Entries shown ▸
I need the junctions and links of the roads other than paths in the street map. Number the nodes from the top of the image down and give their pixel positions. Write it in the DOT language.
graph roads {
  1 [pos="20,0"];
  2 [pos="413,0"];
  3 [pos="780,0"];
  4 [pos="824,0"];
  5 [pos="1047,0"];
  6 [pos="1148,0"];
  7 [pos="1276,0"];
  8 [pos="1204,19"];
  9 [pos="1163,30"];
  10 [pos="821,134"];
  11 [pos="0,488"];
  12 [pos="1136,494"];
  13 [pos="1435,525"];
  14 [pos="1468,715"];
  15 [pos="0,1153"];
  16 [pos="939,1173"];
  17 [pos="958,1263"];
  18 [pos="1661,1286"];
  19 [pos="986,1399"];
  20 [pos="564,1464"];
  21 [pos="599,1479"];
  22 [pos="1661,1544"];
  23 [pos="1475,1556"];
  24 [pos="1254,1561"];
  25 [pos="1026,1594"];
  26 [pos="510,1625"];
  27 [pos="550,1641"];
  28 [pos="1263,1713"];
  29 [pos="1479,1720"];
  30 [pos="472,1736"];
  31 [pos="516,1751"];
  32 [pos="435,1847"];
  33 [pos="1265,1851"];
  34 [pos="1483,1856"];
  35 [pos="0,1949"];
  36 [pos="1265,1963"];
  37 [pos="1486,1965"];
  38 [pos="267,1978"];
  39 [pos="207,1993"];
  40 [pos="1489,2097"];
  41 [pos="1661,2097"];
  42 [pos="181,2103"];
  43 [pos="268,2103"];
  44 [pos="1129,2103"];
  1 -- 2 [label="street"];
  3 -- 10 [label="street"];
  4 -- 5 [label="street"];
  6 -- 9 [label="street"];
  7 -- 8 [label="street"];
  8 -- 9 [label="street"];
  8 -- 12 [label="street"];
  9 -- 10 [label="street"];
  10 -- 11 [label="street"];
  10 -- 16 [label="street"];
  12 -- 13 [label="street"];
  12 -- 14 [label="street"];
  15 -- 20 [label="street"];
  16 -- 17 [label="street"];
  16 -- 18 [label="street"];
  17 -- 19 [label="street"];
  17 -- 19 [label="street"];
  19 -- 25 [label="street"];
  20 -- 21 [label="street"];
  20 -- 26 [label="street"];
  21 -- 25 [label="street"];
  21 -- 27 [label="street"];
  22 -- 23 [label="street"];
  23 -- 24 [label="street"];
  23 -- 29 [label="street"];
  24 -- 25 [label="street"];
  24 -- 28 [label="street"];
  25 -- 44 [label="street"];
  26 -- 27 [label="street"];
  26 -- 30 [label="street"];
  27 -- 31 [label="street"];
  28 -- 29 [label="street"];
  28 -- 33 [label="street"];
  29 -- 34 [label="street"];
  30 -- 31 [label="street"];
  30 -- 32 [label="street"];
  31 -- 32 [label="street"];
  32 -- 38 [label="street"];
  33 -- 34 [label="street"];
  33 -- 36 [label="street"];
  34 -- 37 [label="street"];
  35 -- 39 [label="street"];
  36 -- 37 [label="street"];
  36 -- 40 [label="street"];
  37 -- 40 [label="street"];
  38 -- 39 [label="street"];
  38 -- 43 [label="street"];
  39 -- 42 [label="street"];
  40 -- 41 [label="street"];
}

Aim of the task ▸ Report the number of lines above that hold "roads", and leave out everything else.

Answer area ▸ 2